Para pengusaha pesimis Israel bisa mencapai kondisi damai dalam waktu dekat sehingga ekonomi tidak mungkin stabil. Sementara, pemerintah Israel juga berpotensi akan menyita properti mereka.
Menurut dia, banyak perusahaan Israel yang berusaha 'keluar' atau berinvestasi pada perusahaan di luar negara itu. Contohnya Wiz, perusahaan digital yang berharap segera diakusisi Google.
Sayangnya, Google nampaknya menarik minatnya seiring dengan ketatnya tekanan terhadap Israel yang berdampak pada afiliasi negara itu.
"Google membatalkan kesepakatan ini. Mereka tidak ingin melakukan investasi semacam itu," kata dia.
Ekonomi Israel, kata Hever, bekerja dalam keadaan darurat yang konstan, yang merupakan satu-satunya hal yang mencegah keruntuhan total.

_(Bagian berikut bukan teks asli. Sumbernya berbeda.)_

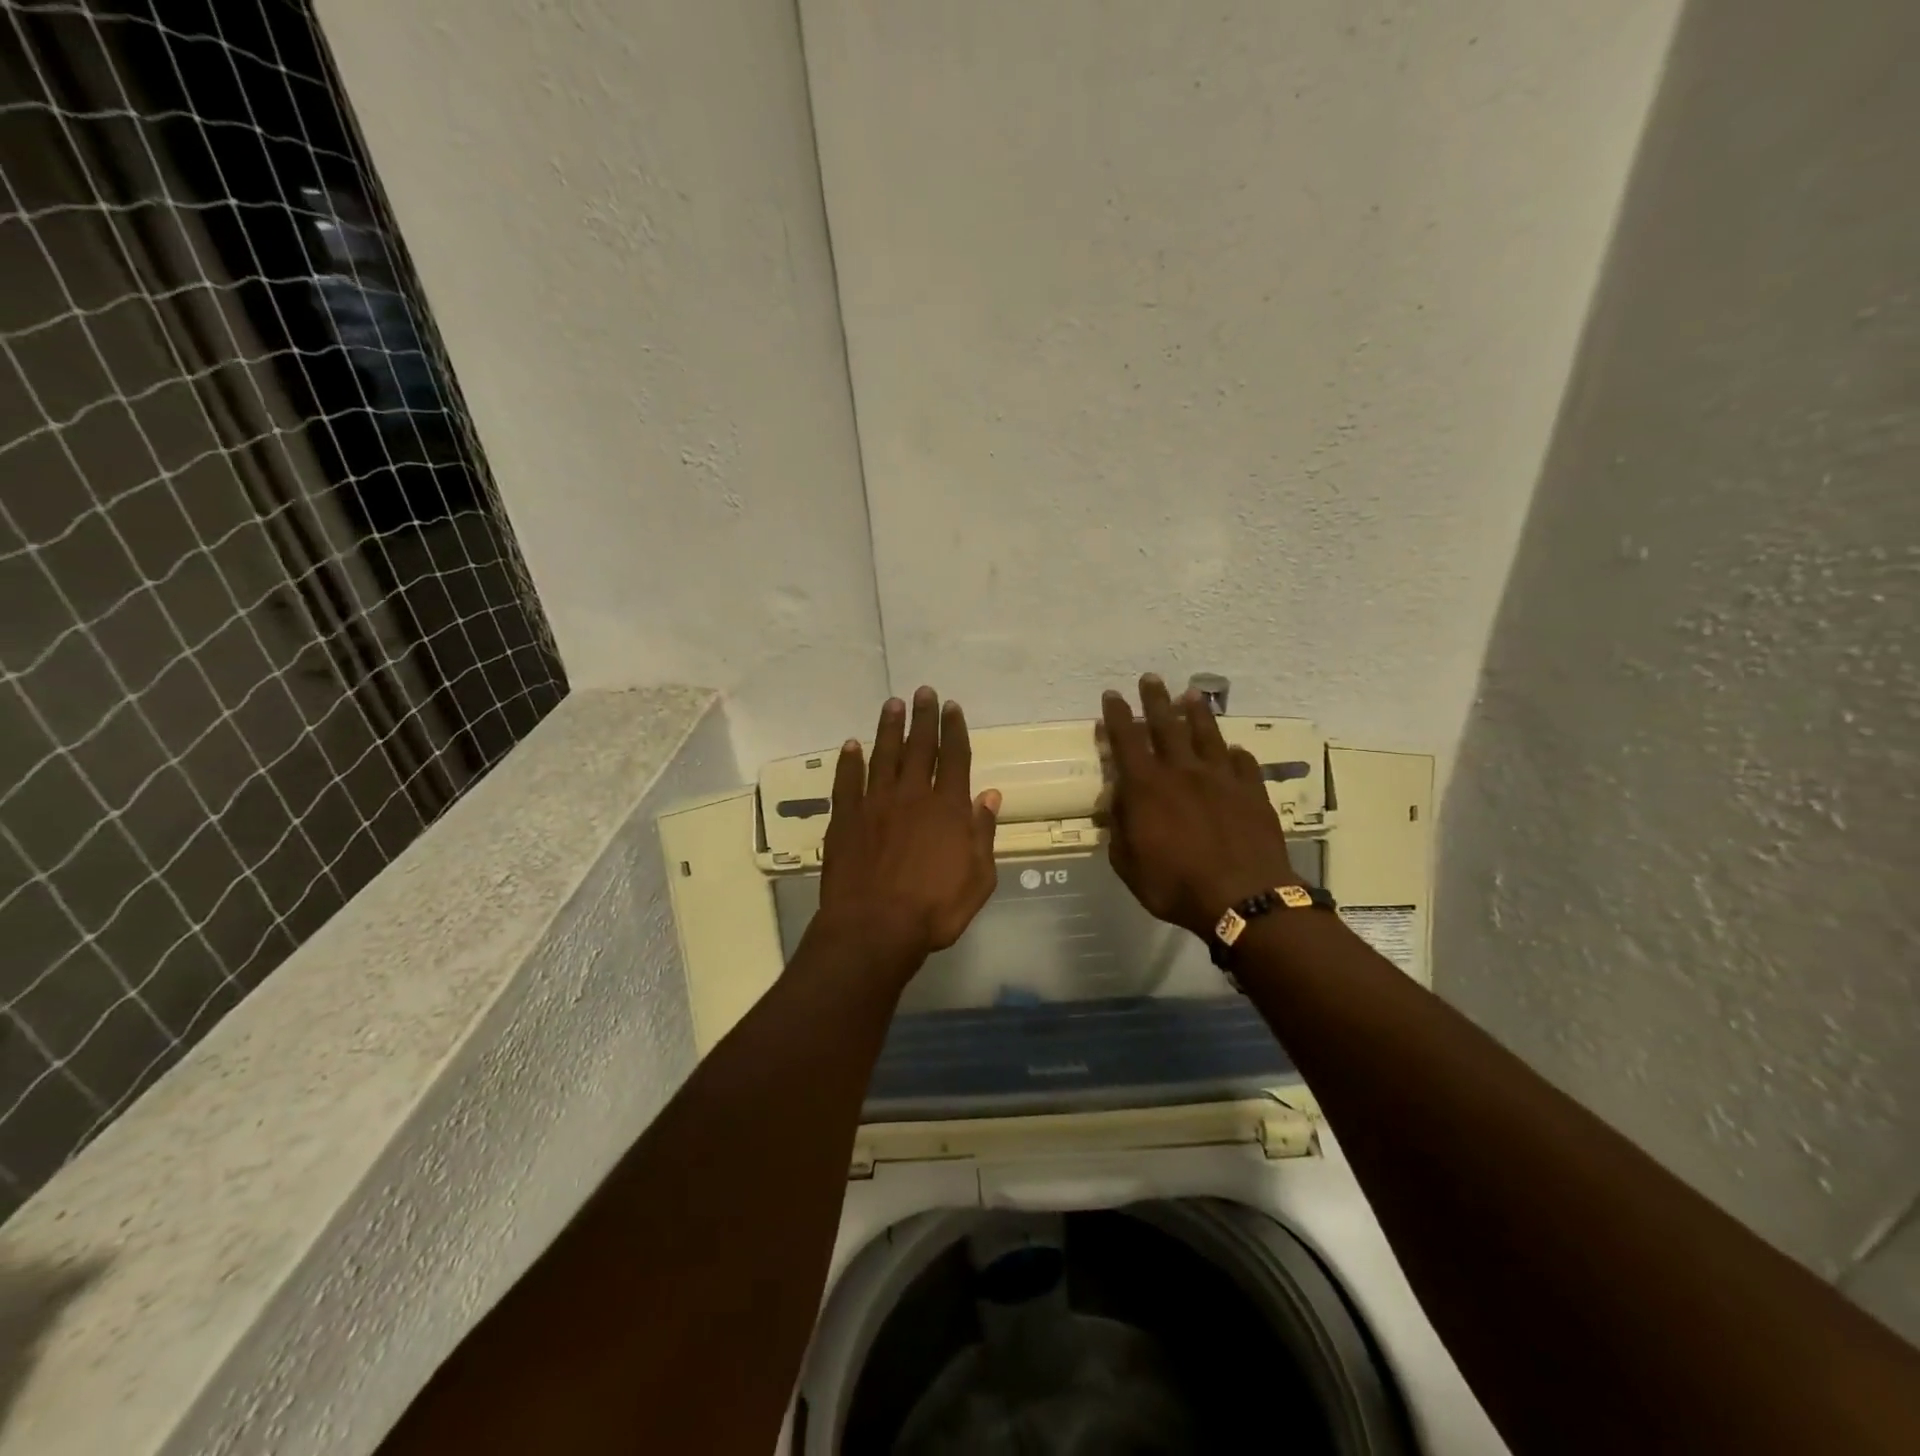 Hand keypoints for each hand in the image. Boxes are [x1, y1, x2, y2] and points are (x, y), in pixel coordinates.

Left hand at [816, 688, 1002, 970]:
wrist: (875, 927)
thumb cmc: (934, 910)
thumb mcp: (978, 878)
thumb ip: (983, 833)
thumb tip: (991, 795)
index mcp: (947, 808)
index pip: (954, 758)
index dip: (954, 730)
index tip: (952, 707)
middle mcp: (912, 795)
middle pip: (919, 747)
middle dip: (923, 718)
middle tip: (923, 692)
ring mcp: (875, 804)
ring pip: (883, 755)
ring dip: (889, 728)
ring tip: (893, 703)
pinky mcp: (845, 818)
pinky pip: (847, 781)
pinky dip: (849, 761)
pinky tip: (851, 745)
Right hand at [1099, 673, 1300, 937]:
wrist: (1243, 897)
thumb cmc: (1175, 885)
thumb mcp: (1128, 863)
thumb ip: (1120, 827)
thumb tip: (1119, 801)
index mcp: (1147, 786)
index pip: (1126, 740)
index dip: (1117, 715)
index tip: (1112, 695)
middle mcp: (1182, 771)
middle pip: (1166, 724)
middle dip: (1156, 699)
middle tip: (1150, 679)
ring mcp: (1221, 778)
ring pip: (1206, 734)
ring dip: (1196, 712)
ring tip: (1191, 694)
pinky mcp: (1251, 790)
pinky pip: (1242, 762)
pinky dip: (1233, 753)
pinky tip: (1232, 750)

"Orang-orang ingin ada pemilu. Mereka ingin ada proses penyelidikan semua korupsi dan kasus-kasus. Tapi selama situasi militer dan keamanan begitu sulit dan begitu dalam momen darurat, semua ini ditunda" ujarnya.
Pukulan lain terhadap ekonomi Israel adalah gerakan Boikot, Divestasi, dan Sanksi (BDS) global, yang menurut Hever tidak pernah sebanyak dan sekuat saat ini.
Israel, kata dia, berada di sekitar tahap ketiga dan terakhir sanksi. Sanksi tersebut bisa membuat perdagangan Israel dengan negara-negara lain kian terancam. Dampaknya terhadap ekonomi negara itu tidak main-main.
"Ekonomi Israel sangat bergantung pada perdagangan internasional dan perjanjian internasional. Mitra dagang terbesar mereka adalah Uni Eropa."
Keputusan Mahkamah Internasional pada 19 Juli menyatakan bahwa pendudukan Israel atas wilayah Palestina tidak sah dan "membantu pendudukan adalah kejahatan perang," ujarnya.